Sabe mal la oportunidad perdida, porque hay muchas maneras de hablar de esta experiencia tan oculta y, a la vez, tan popular. Ciertamente, el cruising mantiene en su esencia la combinación trágica de eros y thanatos que durante siglos ha envuelto a las relaciones maricas. Una pulsión de muerte, como lo llamaría Leo Bersani, reinterpretando a Freud. Esto es, y para decirlo rápidamente: una sexualidad que no se deja asimilar por las políticas de inclusión y diversidad que pregonan las democracias contemporáneas. Una sexualidad que descarrila de la norma, que busca paradójicamente la desaparición, la del propio cuerpo y la propia comunidad, mientras intenta sobrevivir. José Esteban Muñoz, en su ya canónico ensayo Cruising Utopia, toma la metáfora del cruising para pensar las nuevas posibilidades que pueden gestar las relaciones LGTBIQ+: lo queer como una utopía hacia la que podemos dirigirnos, como una cultura sexual abierta y libre, como un espacio alternativo a los que crea la heteronorma. Un lugar al que todavía tenemos que llegar. El libro de Alex Spinoza, Cruising, documenta esta ambición: de la Antigüedad griega a la Inglaterra del XVIII, de Oscar Wilde a George Michael, expone cómo el cruising es una práctica histórica de contrapoder, al igual que lo hace Marcus McCann en Park Cruising, donde defiende esta metodología de creación de nuevos mundos y se pregunta sobre el valor social del sexo y del placer.

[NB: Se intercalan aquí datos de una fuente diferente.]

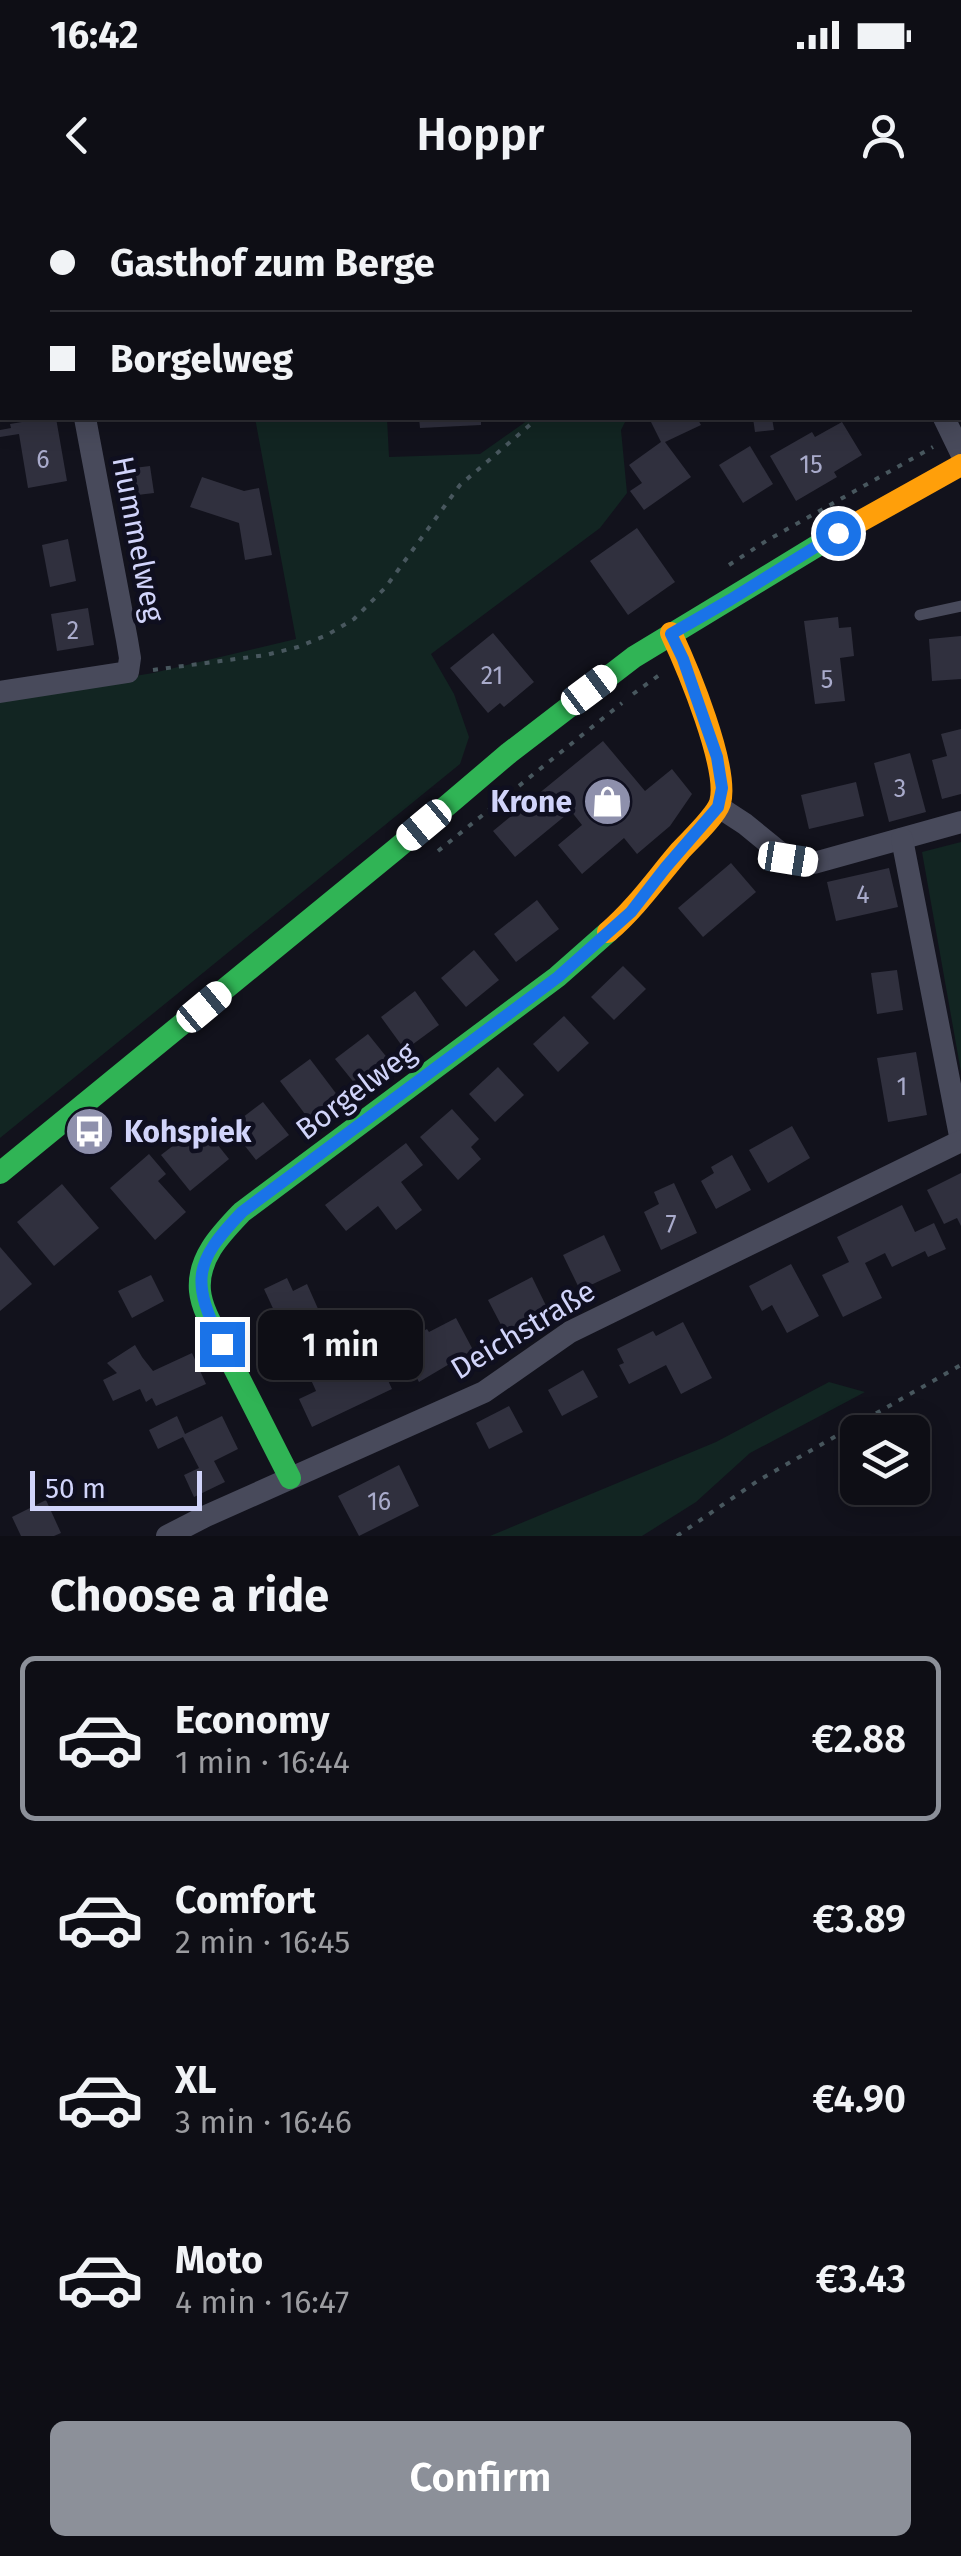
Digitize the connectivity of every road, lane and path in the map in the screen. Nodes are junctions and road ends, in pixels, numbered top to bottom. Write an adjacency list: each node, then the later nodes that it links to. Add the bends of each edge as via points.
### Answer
1 (85, 420): 10 (street, Hummelweg)
2 (536, 420): 10 (path, via 460,485 385,588 354,618 298,648 266,656)
3 (945, 420): 4 (street)
4 (961, 453)
5 (961, 464): 8 (main road)
6 (961, 606): 7 (lane)
7 (920, 615)
8 (671, 634): 9 (main road); 17 (main road, via 509,752)
9 (683, 659): 12 (main road, via 717,757); 15 (path)
10 (128, 672): 11 (street)
11 (0, 692)
12 (718, 807): 14 (street, via 788,859 814,863); 19 (main road, Borgelweg, via 631,912 558,977 242,1212 206,1255 200,1292 210,1320)
13 (961, 822): 14 (street)
14 (902, 839): 16 (street)
15 (438, 851)
16 (961, 1141): 19 (street, Deichstraße, via 570,1332 484,1392)
17 (0, 1173)
18 (961, 1366): 21 (path, via 759,1480)
19 (290, 1478): 20 (street, Deichstraße)
20 (166, 1536)
21 (677, 1536)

Con la publicación de la pieza en El País, las redes se polarizaron. Por un lado, se levantaban las críticas a la mirada antigua y caduca del periodista. Por otro, aparecían aquellos que condenaban la práctica por desagradable, vergonzosa y repugnante. Lo que me pareció brillante fue la forma en la que se señaló la hipocresía del artículo y de aquellos que criticaban el cruising: algunos tuits virales sentenciaban “Prefiero a mis gays siendo unas guarras que comprando bebés”, y otros subrayaban la doble moral de los que condenan el cruising mientras que son usuarios de aplicaciones de sexo esporádico gay, como Grindr, que han capitalizado y normativizado los encuentros ocasionales y los han confinado en el espacio privado, haciendo reales los deseos de ocultación, discreción y silencio del sistema. Es decir: unas críticas que insistían en esta posibilidad abierta, utópica, de pensar los encuentros maricas como una promesa abierta a otra manera de hacer, alejada del capital, del consumo y de la norma.

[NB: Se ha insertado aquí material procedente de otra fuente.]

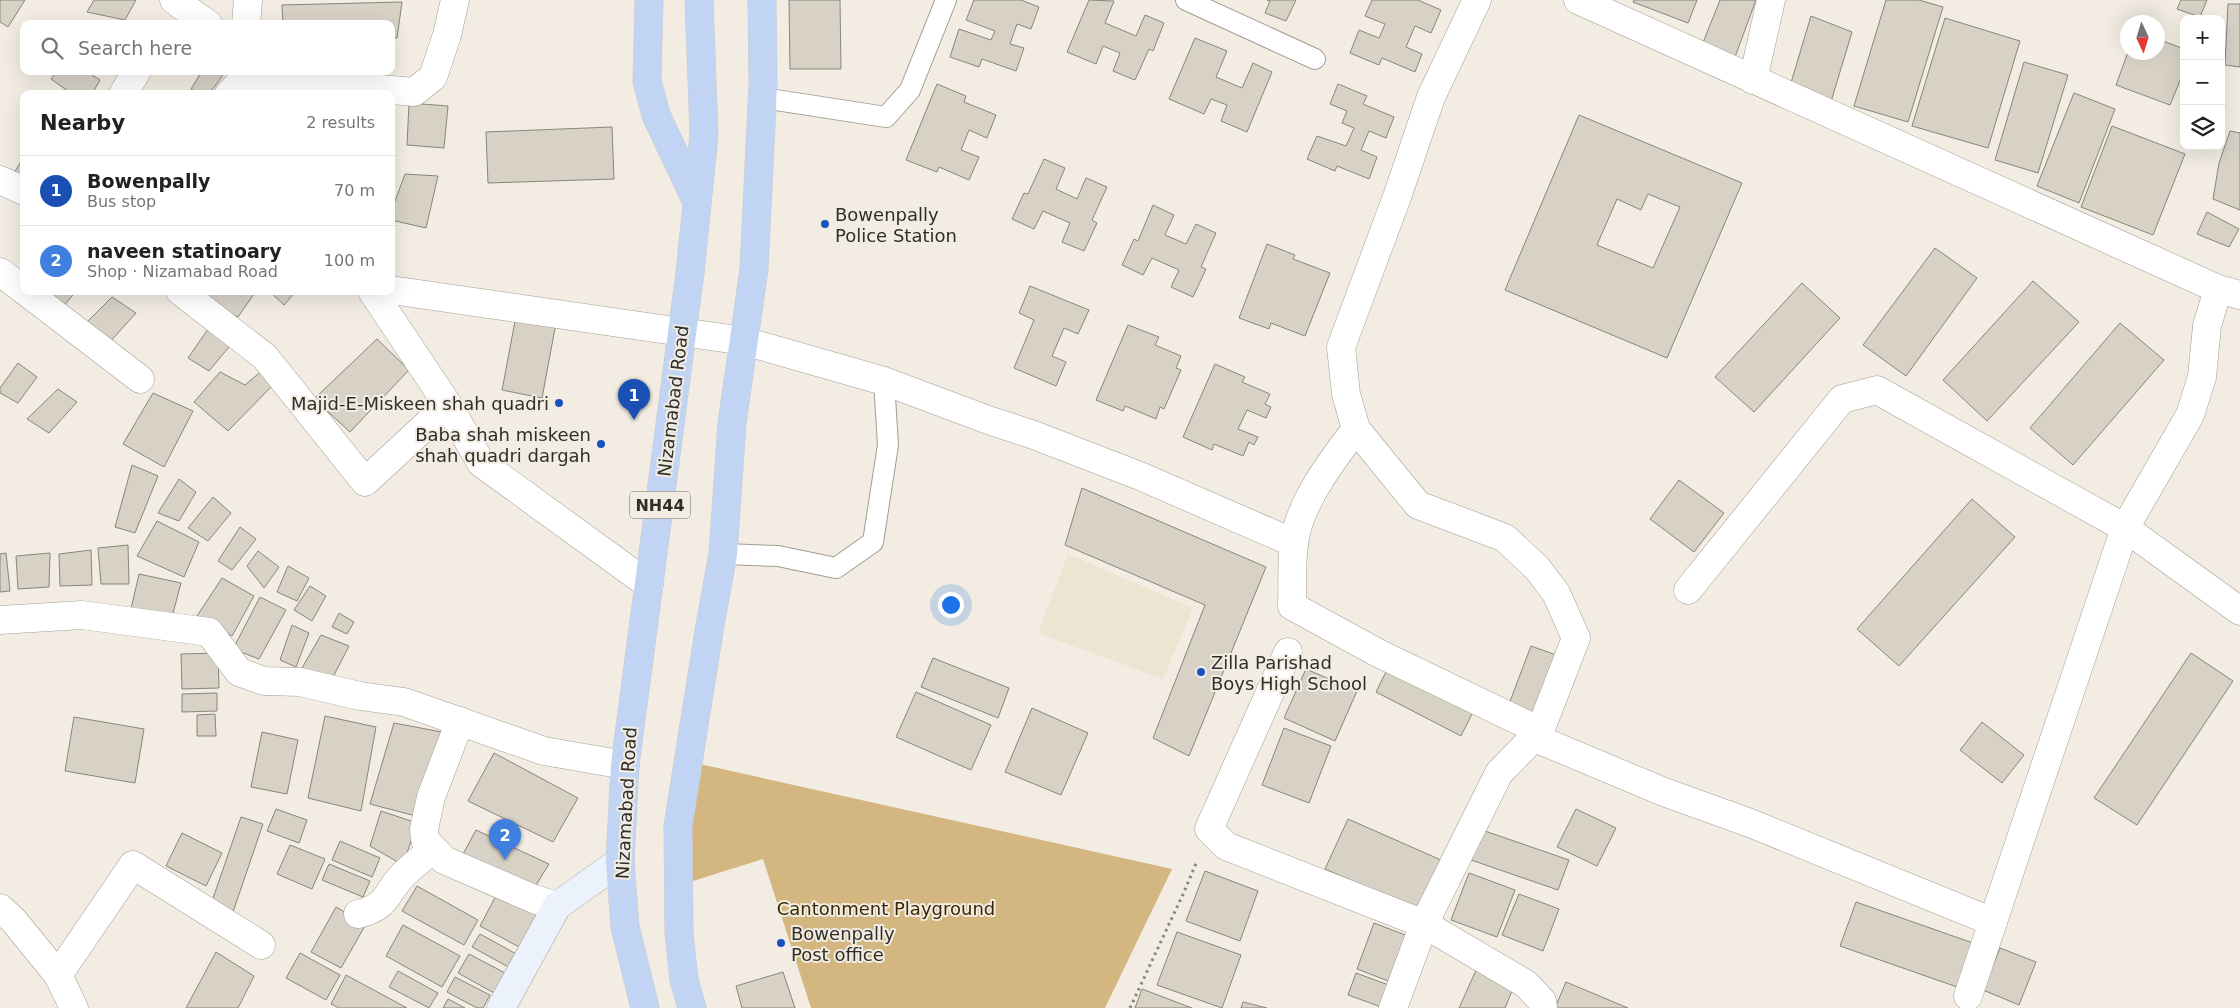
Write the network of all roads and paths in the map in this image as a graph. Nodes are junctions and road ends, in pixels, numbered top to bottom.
1 (248, 0) edge
2 (455, 0) edge
3 (649, 0) edge
4 (699, 0) edge
5 (762, 0) edge
6 (946, 0) edge
7 (1186, 0) edge
8 (1477, 0) edge
9 (1771, 0) edge
10 (1592, 3) edge
11 (173, 10) edge
12 (198, 20) edge
13 (246, 20) edge
14 (1315, 59) dead end
15 (135, 75) edge
16 (1753, 80) junction
17 (246, 84) edge
18 (125, 90) edge
19 (372, 90) edge
20 (395, 91) edge
21 (763, 98) junction
22 (0, 180) edge
23 (20, 189) edge
24 (697, 203) junction
25 (0, 272) edge
26 (20, 288) edge
27 (395, 291) edge
28 (2229, 292) edge
29 (29, 295) edge
30 (185, 295) edge
31 (375, 295) edge
32 (680, 333) junction
33 (744, 341) junction
34 (140, 379) dead end
35 (884, 381) junction
36 (448, 405) junction
37 (1356, 429) junction
38 (2125, 528) junction
39 (1294, 543) junction
40 (723, 554) junction
41 (649, 585) junction
42 (1688, 590) dead end
43 (2240, 611) edge
44 (0, 620) edge
45 (1288, 652) dead end
46 (460, 722) junction
47 (1538, 734) junction
48 (625, 765) junction
49 (1209, 829) junction
50 (432, 849) junction
51 (620, 861) junction
52 (558, 906) junction
53 (0, 908) edge
54 (358, 914) dead end
55 (1993, 922) junction
56 (1424, 924) junction
57 (261, 945) dead end
58 (58, 975) junction
59 (1968, 996) dead end
60 (74, 1008) edge
61 (501, 1008) edge
62 (645, 1008) edge
63 (692, 1008) edge
64 (1130, 1008) edge
65 (1393, 1008) edge
66 (1543, 1008) edge

1 - 13 street
2 - 20 street
3 - 24 highway
4 - 24 highway, Nizamabad Road / NH44
5 - 21 highway
6 - 21 lane
7 - 14 lane
8 - 37 street
9 - 16 street
10 - 16 street
11 - 12 street
15 - 18 street
16 - 28 street
17 - 19 street
21 - 33 highway
22 - 23 street
24 - 32 highway, Nizamabad Road / NH44
25 - 26 street
27 - 32 street
28 - 38 street
29 - 34 street
30 - 36 street
31 - 36 street
32 - 33 street
32 - 41 highway, Nizamabad Road / NH44
33 - 35 street
33 - 40 highway
35 - 39 street
35 - 40 lane
36 - 41 street
37 - 39 street
37 - 47 street
38 - 42 street
38 - 43 street
38 - 55 street
39 - 47 street
40 - 63 highway
41 - 48 highway, Nizamabad Road / NH44
44 - 46 street
45 - 49 street
46 - 48 street
46 - 50 street
47 - 55 street
47 - 56 street
48 - 51 highway, Nizamabad Road / NH44
49 - 56 street
49 - 64 path
50 - 52 street
50 - 54 street
51 - 52 main road
51 - 62 highway, Nizamabad Road / NH44
52 - 61 main road
53 - 58 street
55 - 59 street
56 - 65 street
56 - 66 street
57 - 58 street
58 - 60 street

Empezaba hablando de L'inconnu du lac porque es un ejemplo bellísimo que no renuncia a mostrar las sombras del cruising sin caer en el estigma: retrata el peligro de entregarse al otro, un lobo desconocido; pero también el deseo que implica la entrega, porque el deseo, si tiene una fuerza, es la de lo que no sabemos, ese nervio que puede llegar para hacernos daño. Hablar de cruising, hoy, requiere una aproximación similar a la de Alain Guiraudie, una que contemple que hay condena y que hay elección, en esta práctica centenaria, que hay miedo y que hay amor, que hay resignación y que hay agencia. Que toda sexualidad disidente se encontrará siempre, siempre, en un lugar perdido entre la mirada externa de los demás y el anhelo de construir una propia, más ancha, más libre.